Solaster stimpsoni is a large species, growing up to 50 cm in diameter. It can have 8 to 12 arms, but usually has 10. The aboral surface has a distinctive reddish orange colour and is covered with thick paxillae. The arms are long, slender, and tapering, each with a dark, purplish-grey contrasting stripe, running from the centre of the body to the tip. They contain no pedicellariae. The underside of the arms have two rows of tube feet. Members of the class Asteroidea exhibit both asexual and sexual means of reproduction.
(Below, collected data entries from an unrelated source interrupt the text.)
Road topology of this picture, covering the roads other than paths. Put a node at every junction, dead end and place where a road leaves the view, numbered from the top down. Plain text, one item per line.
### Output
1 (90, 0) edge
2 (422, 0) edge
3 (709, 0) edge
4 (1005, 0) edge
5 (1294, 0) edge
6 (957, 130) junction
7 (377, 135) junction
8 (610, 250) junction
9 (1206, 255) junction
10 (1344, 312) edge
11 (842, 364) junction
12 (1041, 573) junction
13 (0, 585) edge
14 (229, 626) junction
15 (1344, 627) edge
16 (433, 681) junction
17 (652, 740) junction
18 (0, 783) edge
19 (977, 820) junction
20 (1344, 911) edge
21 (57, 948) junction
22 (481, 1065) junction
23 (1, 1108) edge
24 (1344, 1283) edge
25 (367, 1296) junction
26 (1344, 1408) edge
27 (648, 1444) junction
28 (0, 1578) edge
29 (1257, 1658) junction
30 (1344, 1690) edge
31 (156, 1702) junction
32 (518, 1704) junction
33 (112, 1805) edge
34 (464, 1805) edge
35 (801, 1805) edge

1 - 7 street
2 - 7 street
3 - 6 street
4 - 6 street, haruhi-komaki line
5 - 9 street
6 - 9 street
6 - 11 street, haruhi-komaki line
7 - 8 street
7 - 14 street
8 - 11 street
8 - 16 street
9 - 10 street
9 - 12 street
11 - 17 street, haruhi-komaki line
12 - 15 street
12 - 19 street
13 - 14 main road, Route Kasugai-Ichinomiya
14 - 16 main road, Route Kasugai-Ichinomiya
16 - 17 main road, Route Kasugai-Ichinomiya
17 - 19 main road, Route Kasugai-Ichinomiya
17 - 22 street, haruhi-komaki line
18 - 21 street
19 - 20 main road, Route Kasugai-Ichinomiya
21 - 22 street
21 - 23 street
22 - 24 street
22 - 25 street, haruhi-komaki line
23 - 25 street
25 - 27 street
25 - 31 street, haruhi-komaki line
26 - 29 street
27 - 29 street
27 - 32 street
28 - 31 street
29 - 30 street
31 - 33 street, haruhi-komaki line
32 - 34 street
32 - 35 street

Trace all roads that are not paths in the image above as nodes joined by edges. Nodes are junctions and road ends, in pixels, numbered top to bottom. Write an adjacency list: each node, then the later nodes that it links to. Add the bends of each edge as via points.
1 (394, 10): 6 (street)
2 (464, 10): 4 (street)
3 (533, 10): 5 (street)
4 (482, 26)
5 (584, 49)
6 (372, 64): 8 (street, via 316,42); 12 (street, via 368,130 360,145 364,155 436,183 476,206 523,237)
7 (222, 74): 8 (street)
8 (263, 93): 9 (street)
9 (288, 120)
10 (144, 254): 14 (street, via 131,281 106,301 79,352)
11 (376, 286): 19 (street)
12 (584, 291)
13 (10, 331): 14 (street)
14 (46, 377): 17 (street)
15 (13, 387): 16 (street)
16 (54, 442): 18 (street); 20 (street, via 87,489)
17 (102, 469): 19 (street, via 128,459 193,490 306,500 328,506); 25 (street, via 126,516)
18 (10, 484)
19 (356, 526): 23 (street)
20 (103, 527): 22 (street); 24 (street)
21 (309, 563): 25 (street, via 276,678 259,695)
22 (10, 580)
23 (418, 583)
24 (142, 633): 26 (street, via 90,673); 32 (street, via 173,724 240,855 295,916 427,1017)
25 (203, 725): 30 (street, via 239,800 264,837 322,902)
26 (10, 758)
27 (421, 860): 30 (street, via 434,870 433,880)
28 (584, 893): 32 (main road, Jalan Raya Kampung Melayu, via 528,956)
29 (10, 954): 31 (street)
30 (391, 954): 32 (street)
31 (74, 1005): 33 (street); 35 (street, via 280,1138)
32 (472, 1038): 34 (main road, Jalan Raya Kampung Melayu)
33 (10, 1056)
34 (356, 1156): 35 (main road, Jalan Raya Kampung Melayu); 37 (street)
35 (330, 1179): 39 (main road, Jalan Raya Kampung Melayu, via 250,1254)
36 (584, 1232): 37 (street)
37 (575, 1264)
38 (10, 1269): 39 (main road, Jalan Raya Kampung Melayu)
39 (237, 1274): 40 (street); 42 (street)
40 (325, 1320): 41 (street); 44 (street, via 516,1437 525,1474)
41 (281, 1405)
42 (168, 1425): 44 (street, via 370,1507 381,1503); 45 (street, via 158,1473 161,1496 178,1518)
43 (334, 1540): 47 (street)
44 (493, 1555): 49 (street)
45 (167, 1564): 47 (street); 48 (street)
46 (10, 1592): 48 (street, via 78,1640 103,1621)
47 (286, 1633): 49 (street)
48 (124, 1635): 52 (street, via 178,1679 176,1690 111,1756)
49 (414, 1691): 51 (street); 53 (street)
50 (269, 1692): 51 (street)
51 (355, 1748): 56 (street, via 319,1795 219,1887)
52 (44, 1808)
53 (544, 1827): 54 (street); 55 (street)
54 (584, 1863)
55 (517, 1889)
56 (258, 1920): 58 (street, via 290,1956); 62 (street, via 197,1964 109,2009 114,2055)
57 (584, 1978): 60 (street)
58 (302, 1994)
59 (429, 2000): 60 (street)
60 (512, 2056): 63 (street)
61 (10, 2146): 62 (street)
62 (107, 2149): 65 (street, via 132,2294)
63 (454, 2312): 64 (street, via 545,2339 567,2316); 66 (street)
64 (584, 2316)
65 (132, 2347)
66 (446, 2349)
Life cycle: Embryos hatch into planktonic larvae and later metamorphose into pentamerous juveniles which develop into young sea stars with stubby arms.

==Distribution==
This species is found in the seas of Japan, and along the western coast of the United States, from central California, to as far north as Alaska.

==Habitat==
Solaster stimpsoni usually lives on rocky surfaces in the subtidal, and occasionally the low inter-tidal zones, at depths from 0 to 610 meters.

==Diet==
This starfish feeds on various small sea cucumbers, such as Cucumaria miniata, Cucumaria curata, Eupentacta quinquesemita, Eupentacta pseudoquinquesemita, and Psolus chitonoides. It also eats brachiopods, ascidians, or sea pens.

==Predators==
Solaster stimpsoni is eaten by a close relative, Solaster dawsoni, the morning sunstar.